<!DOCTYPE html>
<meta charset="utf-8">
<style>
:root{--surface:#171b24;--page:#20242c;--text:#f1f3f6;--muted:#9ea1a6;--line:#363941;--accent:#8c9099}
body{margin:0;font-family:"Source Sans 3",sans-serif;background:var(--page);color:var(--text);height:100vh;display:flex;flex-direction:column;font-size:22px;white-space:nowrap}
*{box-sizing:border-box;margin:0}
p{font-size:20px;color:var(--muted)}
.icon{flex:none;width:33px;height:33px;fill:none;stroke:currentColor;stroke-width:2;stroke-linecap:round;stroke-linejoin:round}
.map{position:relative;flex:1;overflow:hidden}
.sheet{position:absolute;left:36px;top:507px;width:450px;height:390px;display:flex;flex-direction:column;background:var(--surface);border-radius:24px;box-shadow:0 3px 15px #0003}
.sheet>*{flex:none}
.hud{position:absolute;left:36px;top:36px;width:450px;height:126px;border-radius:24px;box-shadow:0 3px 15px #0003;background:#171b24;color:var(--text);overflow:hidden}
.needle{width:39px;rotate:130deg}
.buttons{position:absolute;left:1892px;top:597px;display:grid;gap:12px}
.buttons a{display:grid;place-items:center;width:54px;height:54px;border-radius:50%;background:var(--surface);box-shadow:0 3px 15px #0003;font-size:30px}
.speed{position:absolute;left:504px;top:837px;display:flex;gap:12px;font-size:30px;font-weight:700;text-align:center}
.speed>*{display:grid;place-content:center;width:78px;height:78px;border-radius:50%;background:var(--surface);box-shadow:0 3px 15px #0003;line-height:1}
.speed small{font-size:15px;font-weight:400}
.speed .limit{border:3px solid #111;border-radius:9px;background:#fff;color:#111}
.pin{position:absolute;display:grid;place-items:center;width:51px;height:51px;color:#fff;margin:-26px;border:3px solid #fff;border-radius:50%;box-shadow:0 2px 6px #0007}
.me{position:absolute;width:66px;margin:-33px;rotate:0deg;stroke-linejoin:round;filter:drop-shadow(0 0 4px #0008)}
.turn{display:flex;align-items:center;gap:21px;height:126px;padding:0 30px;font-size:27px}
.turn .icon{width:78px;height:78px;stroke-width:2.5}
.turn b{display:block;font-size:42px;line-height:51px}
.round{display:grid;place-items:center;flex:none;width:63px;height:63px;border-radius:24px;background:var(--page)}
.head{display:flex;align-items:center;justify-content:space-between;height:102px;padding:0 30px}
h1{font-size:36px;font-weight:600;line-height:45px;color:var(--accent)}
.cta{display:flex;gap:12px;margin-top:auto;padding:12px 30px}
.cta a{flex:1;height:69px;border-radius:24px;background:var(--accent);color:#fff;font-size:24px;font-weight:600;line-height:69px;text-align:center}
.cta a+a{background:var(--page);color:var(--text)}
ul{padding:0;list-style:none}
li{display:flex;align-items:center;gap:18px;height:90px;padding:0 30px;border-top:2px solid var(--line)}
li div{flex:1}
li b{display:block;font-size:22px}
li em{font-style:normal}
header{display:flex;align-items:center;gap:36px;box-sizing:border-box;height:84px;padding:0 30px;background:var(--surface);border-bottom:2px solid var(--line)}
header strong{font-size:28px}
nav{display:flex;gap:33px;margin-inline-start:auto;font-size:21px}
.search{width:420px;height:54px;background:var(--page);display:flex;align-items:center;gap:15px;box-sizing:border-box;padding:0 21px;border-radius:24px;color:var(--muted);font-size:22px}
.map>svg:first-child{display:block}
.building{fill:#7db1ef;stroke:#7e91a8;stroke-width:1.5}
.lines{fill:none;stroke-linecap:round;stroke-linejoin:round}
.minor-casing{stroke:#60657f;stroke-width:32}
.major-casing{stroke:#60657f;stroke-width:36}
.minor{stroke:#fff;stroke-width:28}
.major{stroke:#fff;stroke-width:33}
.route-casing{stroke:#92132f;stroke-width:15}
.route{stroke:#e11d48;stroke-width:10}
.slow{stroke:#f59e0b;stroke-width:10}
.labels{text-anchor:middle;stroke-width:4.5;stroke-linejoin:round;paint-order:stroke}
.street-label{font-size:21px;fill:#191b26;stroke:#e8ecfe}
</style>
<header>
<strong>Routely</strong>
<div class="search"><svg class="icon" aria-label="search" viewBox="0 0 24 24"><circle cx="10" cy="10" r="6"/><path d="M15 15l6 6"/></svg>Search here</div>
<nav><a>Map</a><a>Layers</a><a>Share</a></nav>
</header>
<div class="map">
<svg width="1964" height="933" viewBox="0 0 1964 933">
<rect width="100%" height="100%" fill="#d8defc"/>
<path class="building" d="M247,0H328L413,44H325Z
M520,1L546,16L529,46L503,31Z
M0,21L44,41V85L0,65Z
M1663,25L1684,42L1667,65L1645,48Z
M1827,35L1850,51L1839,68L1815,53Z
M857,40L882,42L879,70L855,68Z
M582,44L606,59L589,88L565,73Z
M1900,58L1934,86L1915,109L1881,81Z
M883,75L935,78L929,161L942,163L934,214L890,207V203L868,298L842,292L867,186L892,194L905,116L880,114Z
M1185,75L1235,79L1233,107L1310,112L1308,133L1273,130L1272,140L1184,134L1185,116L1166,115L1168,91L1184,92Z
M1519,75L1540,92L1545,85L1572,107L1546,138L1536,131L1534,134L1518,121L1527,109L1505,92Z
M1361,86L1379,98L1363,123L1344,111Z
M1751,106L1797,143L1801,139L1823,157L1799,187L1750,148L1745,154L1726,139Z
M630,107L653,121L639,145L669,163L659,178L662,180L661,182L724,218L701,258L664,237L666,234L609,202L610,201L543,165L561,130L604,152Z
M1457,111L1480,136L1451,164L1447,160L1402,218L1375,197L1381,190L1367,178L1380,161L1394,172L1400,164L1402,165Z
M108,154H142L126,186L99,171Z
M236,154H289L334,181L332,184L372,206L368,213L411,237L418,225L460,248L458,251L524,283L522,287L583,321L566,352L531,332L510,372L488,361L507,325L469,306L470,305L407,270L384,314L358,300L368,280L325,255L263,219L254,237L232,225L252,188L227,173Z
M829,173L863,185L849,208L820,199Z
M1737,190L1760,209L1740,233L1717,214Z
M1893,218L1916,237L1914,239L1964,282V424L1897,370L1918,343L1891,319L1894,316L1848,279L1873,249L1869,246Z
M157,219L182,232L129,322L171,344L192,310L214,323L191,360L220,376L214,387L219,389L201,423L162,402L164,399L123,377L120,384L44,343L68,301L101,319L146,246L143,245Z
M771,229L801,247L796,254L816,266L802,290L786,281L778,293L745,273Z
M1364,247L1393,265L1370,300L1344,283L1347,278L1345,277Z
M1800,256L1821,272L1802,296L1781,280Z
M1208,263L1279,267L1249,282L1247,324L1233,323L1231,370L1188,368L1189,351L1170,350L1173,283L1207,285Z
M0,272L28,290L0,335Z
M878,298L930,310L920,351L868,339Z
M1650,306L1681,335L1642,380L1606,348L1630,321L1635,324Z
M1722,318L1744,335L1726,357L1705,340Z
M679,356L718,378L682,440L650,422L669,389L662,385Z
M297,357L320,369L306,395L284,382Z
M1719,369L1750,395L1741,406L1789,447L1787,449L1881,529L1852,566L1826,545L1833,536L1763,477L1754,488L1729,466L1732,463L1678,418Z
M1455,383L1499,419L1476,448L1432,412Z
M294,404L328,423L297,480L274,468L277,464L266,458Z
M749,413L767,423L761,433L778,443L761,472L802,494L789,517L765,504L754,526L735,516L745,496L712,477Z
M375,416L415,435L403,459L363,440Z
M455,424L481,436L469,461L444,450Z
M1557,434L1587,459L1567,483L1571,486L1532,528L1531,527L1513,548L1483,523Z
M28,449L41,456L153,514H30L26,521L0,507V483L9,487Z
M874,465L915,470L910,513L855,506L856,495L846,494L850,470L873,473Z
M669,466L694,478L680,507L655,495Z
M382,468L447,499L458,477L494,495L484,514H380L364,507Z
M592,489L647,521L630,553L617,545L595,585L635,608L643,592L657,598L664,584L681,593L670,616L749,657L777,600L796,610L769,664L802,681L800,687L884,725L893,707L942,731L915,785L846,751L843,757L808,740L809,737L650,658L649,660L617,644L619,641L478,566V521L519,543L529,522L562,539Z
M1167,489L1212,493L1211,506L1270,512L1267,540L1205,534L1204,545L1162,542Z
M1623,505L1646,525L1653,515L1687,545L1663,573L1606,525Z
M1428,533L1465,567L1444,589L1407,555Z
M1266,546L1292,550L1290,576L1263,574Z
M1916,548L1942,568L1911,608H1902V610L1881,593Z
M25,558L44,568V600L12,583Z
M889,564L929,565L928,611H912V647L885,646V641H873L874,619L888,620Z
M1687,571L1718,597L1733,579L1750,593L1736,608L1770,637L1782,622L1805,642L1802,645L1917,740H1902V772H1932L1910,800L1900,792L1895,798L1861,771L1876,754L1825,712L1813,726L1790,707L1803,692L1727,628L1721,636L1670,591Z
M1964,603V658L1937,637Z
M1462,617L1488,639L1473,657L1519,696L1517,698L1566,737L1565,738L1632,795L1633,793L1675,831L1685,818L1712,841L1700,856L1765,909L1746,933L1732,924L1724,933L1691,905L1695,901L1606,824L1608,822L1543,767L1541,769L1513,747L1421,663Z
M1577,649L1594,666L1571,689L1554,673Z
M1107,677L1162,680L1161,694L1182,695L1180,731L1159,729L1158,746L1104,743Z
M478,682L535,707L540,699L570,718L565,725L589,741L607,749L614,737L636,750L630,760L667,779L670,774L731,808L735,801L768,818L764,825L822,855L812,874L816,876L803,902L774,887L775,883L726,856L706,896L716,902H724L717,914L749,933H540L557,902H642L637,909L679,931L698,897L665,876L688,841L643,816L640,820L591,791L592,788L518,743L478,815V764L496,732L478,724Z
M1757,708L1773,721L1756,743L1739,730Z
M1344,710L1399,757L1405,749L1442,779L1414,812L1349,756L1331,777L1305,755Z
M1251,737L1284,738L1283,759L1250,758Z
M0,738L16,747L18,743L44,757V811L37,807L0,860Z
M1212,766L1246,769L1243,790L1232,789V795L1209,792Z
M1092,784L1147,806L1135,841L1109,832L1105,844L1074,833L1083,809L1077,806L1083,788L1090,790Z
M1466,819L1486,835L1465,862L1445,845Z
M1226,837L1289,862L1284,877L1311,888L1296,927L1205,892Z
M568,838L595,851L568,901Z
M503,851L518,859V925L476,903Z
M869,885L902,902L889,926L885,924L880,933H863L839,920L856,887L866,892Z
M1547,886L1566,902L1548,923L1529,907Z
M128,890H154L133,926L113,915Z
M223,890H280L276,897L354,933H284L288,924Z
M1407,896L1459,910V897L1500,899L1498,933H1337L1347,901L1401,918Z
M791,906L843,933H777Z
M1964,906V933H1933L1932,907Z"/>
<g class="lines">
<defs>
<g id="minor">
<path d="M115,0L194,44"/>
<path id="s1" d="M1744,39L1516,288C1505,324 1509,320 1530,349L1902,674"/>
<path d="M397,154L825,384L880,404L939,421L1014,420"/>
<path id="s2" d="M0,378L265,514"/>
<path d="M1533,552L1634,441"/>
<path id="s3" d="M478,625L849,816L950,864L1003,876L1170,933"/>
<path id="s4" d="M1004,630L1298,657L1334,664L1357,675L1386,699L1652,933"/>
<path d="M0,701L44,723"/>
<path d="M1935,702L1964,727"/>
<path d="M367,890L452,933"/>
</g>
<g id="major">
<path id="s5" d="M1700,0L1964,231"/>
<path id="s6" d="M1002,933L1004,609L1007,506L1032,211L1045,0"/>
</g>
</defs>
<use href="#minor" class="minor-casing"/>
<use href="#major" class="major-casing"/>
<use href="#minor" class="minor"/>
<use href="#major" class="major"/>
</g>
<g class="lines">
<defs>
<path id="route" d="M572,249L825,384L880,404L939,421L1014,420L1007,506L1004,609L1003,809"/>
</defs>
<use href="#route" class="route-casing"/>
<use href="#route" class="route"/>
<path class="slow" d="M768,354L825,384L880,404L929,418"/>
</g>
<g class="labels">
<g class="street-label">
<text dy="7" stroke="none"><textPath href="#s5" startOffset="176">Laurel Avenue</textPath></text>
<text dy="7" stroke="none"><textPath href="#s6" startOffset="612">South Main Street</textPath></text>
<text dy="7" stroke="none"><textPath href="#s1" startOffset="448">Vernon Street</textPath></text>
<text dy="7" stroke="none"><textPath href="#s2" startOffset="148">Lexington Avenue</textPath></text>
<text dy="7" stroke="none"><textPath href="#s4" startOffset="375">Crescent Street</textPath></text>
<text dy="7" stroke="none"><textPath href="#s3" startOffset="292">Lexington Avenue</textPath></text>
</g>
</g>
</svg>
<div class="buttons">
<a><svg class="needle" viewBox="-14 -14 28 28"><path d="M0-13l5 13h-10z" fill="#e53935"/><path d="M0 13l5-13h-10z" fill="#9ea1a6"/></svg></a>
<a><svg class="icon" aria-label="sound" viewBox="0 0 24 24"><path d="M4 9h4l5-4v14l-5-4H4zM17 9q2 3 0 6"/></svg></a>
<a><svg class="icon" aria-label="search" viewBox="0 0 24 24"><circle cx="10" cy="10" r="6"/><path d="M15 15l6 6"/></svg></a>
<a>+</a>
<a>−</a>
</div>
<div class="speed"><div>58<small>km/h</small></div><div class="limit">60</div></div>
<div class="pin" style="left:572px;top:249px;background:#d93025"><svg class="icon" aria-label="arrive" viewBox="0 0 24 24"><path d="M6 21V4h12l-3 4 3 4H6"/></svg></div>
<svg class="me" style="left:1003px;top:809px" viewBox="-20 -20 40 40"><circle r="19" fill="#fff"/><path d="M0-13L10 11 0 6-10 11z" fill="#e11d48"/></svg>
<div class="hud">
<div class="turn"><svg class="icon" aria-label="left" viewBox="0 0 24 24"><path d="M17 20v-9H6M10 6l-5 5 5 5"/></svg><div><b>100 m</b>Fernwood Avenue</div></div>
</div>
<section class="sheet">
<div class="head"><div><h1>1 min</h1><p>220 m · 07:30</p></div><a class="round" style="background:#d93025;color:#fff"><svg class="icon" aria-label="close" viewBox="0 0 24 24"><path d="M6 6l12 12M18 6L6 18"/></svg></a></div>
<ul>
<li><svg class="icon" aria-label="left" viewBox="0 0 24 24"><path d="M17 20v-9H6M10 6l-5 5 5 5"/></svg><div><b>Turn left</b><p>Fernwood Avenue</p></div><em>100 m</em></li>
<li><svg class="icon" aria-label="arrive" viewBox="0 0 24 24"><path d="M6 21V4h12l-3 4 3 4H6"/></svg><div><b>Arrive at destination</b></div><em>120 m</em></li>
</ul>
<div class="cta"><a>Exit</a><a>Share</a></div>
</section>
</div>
##############################
▸ EXERCISE AIM
Only lines that include "small" are counted here. Give their number for the records above and add nothing.

▸ RESPONSE TO THE EXERCISE
2